I will tell you something that I witnessed 10 years ago and still do on a daily basis. I had just got married, moved to Mumbai and immediately started working at a well-known BPO. Now, I had a colleague who was married and had a two-year-old daughter. Every day, she would be carrying two candies to the office. Not for her consumption, or for any team mate’s, but for her daughter to whom she gave them when she reached home in the evening. One day, my curiosity got the better of me and I ended up asking her “Why do you give your daughter chocolates every day?”
“I leave her home all day with her grandfather and maid. This is my way of saying to her “I love you” as I am not with her the whole day.” Beautiful sentiment. But, what she could not understand was it was not love, but her guilt that was forcing her to bribe her daughter with chocolates every day.
One classmate of my daughter brings cupcakes every day to the school. Seeing her, my daughter demands for cupcakes in her tiffin too, which I of course, promptly refuse. So, one day when I met the mother, I asked her, “Why do you give cupcakes to your daughter every day? My daughter gives your example to me and thinks you are the greatest mama to live and breathe on this earth. She wants to exchange me for you.” I joked, but it was not funny to me.
“Cupcakes are the only thing she asks for, so I don’t deny her that pleasure. Also, it’s available in the nearby bakery, so it hardly takes any time.” Yes, but every day??

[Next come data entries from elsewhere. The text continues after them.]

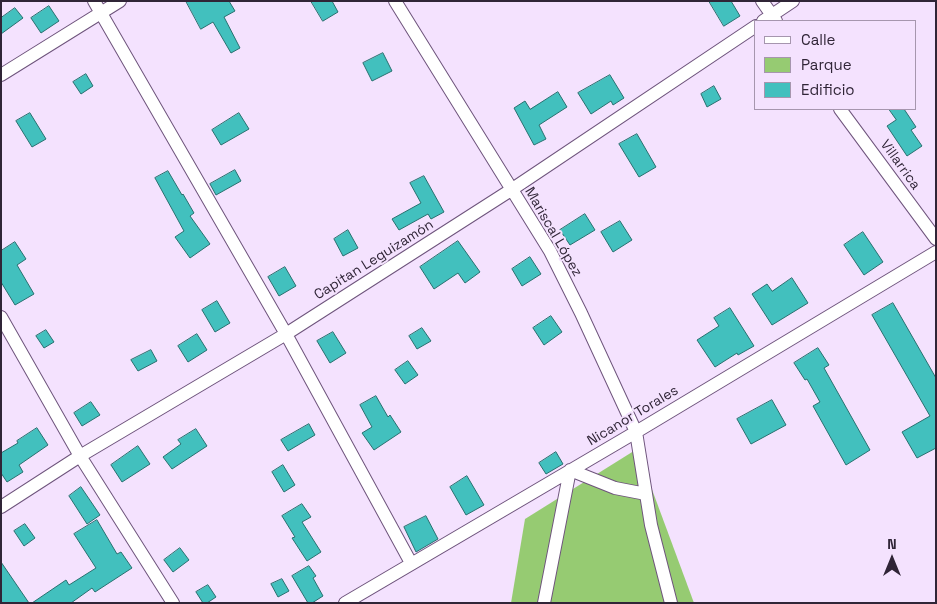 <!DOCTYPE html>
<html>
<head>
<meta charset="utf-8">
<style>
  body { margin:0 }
  #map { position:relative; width:937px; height:604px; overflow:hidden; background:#f4e2fe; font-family:"Space Grotesk",sans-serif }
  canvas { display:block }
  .frame { position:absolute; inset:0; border:2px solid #302537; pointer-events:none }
  .legend { position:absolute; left:754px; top:20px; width:162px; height:90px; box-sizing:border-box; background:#f4e2fe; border:1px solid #a696ae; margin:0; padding:6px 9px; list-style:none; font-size:15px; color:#302537 }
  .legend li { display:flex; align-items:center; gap:10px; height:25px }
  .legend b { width:25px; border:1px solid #a696ae }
  .north { position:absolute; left:867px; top:534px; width:50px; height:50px; -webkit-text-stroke:4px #f4e2fe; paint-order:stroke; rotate:0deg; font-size:14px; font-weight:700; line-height:20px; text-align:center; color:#302537 }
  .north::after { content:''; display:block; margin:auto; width:18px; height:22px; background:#302537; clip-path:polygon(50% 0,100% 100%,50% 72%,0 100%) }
</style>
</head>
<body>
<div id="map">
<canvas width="937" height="604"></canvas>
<div class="frame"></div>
<ul class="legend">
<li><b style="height:6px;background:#fff"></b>Calle</li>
<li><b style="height:14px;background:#96cb72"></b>Parque</li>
<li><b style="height:14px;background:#42c0be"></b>Edificio</li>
</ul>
<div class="north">N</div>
</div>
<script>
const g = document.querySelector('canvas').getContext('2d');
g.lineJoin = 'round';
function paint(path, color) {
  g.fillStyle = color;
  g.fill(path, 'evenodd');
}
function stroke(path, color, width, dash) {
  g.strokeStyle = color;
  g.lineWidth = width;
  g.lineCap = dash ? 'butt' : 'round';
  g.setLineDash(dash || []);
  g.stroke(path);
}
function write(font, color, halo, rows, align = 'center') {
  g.font = font + ' "Space Grotesk",sans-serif';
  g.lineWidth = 4;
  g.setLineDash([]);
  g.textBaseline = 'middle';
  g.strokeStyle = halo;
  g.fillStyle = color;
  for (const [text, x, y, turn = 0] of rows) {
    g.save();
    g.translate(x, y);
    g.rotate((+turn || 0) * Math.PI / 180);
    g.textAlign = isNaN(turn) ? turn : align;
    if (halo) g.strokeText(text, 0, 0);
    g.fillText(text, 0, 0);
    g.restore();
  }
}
const green = new Path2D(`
  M637 449 694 603H511L525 519Z`);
const building = new Path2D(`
  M186 1H229L235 11 224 17 240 48 231 53 213 22 201 29Z
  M311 1H332L338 12 323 21Z
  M709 1H731L740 16 724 26Z
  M49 6 59 21 41 33 31 18Z
  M15 8 23 18 1 34V18Z
  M383 53 392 71 372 81 363 63Z
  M86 74 93 86 81 94 73 82Z
  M610 75 624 98 613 105 611 101 591 114 578 93Z
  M714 86 721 99 707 107 701 94Z
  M558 92 567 107 539 125 546 139 534 145 514 108 525 101 530 109Z
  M889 109H904L916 127 911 130 922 146 907 156 887 126 896 120Z
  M30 113 46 139 32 147 16 121Z
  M239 113 249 129 221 145 212 130Z
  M637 134 656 167 639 177 619 144Z
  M235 170 241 181 216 195 210 184Z
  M168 171 182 195 183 194 194 213 190 216 210 244 190 258 175 237 184 231 155 178Z
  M424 176 444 212 431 219 428 214 399 230 392 219 421 203 410 183Z
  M585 214 595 230 570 245 560 230Z
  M620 221 632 240 613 252 601 232Z
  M348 230 358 248 343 256 334 239Z
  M863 232 883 262 864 275 844 245Z
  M458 241 480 272 465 283 458 273 434 289 420 267Z
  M15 242 26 259 17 265 34 294 15 305 1 282V251Z
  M530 257 541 274 522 286 512 269Z
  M285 267 296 286 279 296 268 277Z
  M792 278 808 303 772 325 752 294 767 284 772 291Z
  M217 301 230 323 215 332 202 310Z
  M893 303 936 378V448L917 458 902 432 930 416 872 315Z
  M730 308 754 346 738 355 737 353 715 367 697 340 719 326 714 318Z
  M551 316 562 332 544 345 533 328Z
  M422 328 431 341 417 349 409 336Z
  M46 330 54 342 44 348 36 336Z
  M333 332 346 353 330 363 317 341Z
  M197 334 207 350 188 362 178 346Z
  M818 348 829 365 824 368 870 450 846 465 813 406 820 402 807 379 805 380 794 363Z
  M151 350 157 361 138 371 131 360Z
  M408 361 418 375 405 384 395 370Z
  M376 396 388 417 390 415 401 432 374 450 362 433 372 427 360 405Z
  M772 400 786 425 751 444 737 419Z
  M91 402 100 415 82 426 74 413Z
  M309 424 315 435 288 451 281 440Z
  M37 428 48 445 19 465 23 472 7 482 1 473V453L18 443 17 441Z
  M196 429 207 446 172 469 163 457 181 444 178 440Z
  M138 446 150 464 122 482 111 465Z
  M556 452 563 464 546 474 539 463Z
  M283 465 295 485 284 492 272 472Z
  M467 476 484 505 466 515 450 487Z
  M81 487 100 515 87 524 69 496Z
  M302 504 311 517 302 522 321 552 307 561 292 538 295 537 282 516Z
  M426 516 438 539 416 552 404 527Z
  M97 520 117 554 121 552 132 568 95 592 92 588 71 603H32L66 580 69 585 96 568 74 534Z
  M25 524 35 538 24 546 14 531Z
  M180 548 189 560 173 572 164 560Z
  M1 562 29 603H1Z
  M309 566 316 576 313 578 323 596 312 603H308L292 576Z
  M282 579 289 591 278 597 271 584Z
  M208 585 216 597 207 603H203L196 592Z`);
const street = new Path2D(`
  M94 1 286 334 411 563
  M395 1 550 251 581 313 636 432 646 494
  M762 1 776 21
  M763 21 793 1
  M1 75 120 1
  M840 109 936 239
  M1 317 80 456 173 603
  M1 507 80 456 286 334 511 190 756 26
  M345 603 636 432 936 252
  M544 603 570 470 615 488 646 494 651 525 671 603`);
const streetNames = [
  ["Villarrica",900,165,54],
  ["Mariscal López",553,232,60],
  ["Capitan Leguizamón",374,260,-32],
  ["Nicanor Torales",633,416,-31]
];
paint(green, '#96cb72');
paint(building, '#42c0be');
stroke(building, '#28706f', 1);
stroke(street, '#6e547c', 14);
stroke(street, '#fff', 12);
write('14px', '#302537', '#f4e2fe', streetNames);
</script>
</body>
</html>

Remember, when we were small and went on picnics, how our mother would elaborately prepare chhole bhature, pav bhaji, aloo puri, halwa, homemade potato chips and all. We would always carry a giant-sized water thermos from home, because no packaged water bottles were available in those days. Now, when we travel, we mostly carry packaged wafers, juices and biscuits. Who would take the trouble of cooking when things are available so readily and conveniently?
I understand we are busy with our work and feel guilty of neglecting our children. But, why should that be a reason to spoil the health of our kids? Getting rid of our guilty by giving them sugary treats or junk food is not the solution. On the contrary, it adds to it.
We work for money, for better lifestyle and for self-esteem. All of them are positive things, aren’t they? Then why is there this guilt, and the need to redeem it by playing with the health of our kids.
Let me tell you this. My mother in law loves my daughter and whenever she visits us or we visit her, she spoils my daughter with chocolates, ice creams and what not. She doesn’t like cooking and so she prefers giving her outside stuff. My mother is an excellent cook and prefers sending homemade sweets for her (sukhdi, besan ki barfi, atte ka laddoo) and whenever we visit her, she asks my daughter, “What shall I cook for you today? What do you want to eat?”
Both mothers give her sugary treats, but they are vastly different, you see.
My daughter’s comments – “Nani makes such nice things for me. I love her.” And let me tell you, she loves chocolates far more than sweets, but even a small child like her understands and appreciates the value of homemade food. I still remember my dadi for the “gulgule” she made, and the “jawe” she would send in quantity to us. I fondly remember my nani for the awesome cook she was; for her parwal ki mithai, pickles, badam and kaju ki katli. They are long gone, but the sweet memories of their food have still stayed with me.
Agreed, our nani and dadi never worked in a stressful corporate environment, never had to board stuffy trains or crowded buses, didn’t have to meet targets or month end deadlines. But, then they didn’t even have access to 24/7 maids and very helpful electrical appliances. As a working mother, we don’t have much time, I understand and I agree. But we still take out time for Halloween parties, playdates, movie dates. Just a food for thought!
Just question yourself what do you want to be remembered for? Your store-bought cupcakes, doughnuts and chocolates or your once-in-a-week-or-month baked cakes, kheer, halwa and laddoo? No food is bad, even sugar, if it’s prepared at home and eaten in reasonable quantity.
Some people will argue that women of 21st Century is breaking the glass ceiling, they are not supposed to slog in the kitchen. I will tell them – preparing delightful meals for your child and for your health’s sake is not exactly slogging. Remember, health can never come out of a packet (however fancy)!
This article is not written with the intention of judging or putting down anyone, but to serve as an eye opener that our guilt is finding its way into our children’s tummy. We love our kids and look after the tiniest detail so that they are not inconvenienced. Then how come we ignore such a huge aspect of their lives – their HEALTH!!